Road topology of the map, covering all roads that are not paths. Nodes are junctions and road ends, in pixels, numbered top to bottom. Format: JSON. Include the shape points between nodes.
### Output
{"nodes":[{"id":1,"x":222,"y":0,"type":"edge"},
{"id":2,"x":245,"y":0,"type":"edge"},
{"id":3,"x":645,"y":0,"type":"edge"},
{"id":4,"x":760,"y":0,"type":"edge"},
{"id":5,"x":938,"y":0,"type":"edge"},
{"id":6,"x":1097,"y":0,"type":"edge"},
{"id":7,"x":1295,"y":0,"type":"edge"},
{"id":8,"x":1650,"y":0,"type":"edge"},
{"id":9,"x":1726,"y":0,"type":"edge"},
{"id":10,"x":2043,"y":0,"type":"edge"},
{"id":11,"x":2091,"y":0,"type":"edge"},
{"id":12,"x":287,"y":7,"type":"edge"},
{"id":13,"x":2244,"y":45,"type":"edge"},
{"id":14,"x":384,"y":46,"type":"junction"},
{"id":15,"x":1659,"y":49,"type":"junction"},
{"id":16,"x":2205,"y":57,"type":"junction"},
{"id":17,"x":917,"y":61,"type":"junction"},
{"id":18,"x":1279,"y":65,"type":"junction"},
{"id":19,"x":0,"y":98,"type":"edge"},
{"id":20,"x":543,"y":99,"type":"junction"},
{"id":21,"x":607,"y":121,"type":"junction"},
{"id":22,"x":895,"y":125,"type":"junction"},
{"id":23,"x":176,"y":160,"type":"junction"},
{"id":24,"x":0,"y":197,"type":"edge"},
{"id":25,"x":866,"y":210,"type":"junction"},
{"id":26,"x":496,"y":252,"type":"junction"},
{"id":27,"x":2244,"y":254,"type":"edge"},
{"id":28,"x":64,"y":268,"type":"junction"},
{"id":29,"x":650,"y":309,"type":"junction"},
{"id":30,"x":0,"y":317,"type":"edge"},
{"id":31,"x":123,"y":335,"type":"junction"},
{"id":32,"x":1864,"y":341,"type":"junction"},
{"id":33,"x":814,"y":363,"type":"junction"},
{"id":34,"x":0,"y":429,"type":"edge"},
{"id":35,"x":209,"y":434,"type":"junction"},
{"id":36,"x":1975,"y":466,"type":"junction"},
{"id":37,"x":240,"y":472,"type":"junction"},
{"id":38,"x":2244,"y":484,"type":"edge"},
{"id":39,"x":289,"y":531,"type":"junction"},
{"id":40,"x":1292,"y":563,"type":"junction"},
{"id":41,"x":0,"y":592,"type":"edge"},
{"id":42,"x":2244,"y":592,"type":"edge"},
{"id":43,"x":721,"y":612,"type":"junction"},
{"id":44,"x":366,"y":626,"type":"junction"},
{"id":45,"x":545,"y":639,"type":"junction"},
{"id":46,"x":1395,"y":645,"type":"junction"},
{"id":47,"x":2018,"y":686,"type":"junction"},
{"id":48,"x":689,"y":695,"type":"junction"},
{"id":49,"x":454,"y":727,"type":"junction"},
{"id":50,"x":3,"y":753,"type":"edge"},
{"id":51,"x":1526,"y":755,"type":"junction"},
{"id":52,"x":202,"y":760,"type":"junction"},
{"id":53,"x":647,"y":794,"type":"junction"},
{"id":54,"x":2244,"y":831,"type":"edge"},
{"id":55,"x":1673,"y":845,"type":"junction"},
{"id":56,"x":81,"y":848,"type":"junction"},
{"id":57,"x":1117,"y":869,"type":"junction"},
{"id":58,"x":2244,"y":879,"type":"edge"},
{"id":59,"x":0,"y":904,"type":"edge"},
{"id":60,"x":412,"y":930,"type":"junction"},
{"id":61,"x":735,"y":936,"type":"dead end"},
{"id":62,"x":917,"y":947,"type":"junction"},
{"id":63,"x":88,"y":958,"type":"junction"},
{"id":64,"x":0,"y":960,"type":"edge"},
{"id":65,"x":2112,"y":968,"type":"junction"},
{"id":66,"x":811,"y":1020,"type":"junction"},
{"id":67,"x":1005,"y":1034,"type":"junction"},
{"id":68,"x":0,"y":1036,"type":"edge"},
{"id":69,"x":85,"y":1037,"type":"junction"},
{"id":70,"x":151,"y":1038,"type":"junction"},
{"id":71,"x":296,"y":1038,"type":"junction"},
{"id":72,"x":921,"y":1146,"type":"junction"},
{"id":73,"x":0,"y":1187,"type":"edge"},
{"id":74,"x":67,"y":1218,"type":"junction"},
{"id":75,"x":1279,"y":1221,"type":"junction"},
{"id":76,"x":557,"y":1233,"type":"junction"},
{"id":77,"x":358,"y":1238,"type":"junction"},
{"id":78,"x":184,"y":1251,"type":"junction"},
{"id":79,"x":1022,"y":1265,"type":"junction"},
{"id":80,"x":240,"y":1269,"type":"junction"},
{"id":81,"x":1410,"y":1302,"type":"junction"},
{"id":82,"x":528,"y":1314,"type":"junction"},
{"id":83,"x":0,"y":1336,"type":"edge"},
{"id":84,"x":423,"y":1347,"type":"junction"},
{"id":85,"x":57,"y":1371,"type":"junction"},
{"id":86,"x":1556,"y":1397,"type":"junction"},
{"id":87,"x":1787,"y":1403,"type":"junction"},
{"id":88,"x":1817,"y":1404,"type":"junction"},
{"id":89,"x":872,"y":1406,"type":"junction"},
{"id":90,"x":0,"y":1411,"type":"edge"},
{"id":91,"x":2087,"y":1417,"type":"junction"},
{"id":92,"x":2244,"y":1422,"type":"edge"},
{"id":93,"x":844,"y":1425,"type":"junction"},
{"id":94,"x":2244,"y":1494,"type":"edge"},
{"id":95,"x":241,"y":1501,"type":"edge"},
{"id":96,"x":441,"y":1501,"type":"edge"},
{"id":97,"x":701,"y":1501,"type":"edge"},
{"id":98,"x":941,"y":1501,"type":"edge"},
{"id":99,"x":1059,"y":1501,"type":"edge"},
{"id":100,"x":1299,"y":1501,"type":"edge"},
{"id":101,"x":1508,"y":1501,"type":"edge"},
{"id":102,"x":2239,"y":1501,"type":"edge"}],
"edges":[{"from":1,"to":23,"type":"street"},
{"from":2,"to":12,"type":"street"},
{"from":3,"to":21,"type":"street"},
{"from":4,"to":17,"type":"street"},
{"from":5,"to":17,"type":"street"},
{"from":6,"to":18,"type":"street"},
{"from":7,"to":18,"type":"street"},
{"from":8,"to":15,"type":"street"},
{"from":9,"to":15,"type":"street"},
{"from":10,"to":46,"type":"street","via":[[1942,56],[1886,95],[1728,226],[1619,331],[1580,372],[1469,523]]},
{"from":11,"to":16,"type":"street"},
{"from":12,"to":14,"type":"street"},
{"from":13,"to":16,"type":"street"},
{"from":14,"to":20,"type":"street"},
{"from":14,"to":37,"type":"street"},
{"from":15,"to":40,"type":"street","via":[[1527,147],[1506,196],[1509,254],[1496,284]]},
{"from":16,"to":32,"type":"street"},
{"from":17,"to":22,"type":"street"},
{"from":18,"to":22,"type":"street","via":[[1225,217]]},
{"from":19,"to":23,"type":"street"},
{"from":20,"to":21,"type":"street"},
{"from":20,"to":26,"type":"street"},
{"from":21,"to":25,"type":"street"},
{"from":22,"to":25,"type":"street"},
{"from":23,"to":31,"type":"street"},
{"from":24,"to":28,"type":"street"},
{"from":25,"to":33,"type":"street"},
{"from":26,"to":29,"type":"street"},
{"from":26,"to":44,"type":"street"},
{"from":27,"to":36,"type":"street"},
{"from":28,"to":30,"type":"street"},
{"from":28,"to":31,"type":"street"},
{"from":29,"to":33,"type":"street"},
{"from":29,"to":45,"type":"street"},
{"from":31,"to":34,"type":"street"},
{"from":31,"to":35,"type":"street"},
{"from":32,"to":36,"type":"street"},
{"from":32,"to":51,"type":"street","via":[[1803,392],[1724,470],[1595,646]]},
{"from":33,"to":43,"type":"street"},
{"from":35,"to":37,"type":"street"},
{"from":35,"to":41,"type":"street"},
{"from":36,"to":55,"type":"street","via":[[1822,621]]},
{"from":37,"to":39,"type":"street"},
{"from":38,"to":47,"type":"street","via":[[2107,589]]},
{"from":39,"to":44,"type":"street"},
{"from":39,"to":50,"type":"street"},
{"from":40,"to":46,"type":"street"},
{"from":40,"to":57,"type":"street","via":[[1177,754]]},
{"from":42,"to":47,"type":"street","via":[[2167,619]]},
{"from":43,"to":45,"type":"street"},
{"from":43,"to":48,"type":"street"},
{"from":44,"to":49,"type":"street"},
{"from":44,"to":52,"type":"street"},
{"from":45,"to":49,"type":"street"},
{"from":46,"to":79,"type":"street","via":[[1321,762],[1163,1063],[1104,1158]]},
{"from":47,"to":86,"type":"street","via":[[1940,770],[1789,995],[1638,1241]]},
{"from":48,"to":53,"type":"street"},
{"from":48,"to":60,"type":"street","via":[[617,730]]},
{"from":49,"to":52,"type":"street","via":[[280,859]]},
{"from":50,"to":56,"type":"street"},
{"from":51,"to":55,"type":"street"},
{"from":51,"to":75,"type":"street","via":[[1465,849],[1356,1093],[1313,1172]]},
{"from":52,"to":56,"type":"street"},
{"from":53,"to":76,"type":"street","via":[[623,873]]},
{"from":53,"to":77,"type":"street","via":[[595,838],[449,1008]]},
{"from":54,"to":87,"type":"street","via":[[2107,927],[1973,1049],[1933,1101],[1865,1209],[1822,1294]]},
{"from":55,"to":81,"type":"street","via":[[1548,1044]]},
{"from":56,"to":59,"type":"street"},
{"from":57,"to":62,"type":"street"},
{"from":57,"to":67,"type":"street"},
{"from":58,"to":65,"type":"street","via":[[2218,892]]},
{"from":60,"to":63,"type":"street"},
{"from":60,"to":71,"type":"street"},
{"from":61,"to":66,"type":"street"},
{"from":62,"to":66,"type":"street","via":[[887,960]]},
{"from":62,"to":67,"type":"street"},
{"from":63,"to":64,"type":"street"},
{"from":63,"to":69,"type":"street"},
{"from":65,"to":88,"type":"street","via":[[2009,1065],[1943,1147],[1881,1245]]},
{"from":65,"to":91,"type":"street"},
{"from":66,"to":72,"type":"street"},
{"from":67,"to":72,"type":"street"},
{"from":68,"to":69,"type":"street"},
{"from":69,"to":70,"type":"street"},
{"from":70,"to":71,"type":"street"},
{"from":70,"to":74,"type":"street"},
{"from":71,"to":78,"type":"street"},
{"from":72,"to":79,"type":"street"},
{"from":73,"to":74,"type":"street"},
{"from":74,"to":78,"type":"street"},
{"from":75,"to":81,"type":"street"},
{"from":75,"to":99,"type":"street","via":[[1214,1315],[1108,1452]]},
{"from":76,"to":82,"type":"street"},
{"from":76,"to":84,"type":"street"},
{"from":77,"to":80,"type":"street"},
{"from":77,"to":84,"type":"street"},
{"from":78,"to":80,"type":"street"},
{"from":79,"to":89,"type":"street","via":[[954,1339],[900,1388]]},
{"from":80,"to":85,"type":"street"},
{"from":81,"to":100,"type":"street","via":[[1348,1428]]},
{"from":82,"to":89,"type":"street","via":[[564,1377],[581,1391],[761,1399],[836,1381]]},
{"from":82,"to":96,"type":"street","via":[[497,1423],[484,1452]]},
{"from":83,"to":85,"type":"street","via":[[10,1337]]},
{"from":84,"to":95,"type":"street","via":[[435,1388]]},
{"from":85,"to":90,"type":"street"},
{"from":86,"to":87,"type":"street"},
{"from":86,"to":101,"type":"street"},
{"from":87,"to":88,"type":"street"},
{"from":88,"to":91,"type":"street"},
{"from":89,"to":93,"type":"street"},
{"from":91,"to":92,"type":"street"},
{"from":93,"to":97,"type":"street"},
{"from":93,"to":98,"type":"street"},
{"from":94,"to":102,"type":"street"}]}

####

- TASK OBJECTIVE:
Copy every line where the word "nodes" is present in the entries above.

- RESULT:
Road topology of the map, covering all roads that are not paths. Nodes are junctions and road ends, in pixels, numbered top to bottom. Format: JSON. Include the shape points between nodes.
{"nodes":[{"id":1,"x":222,"y":0,"type":"edge"},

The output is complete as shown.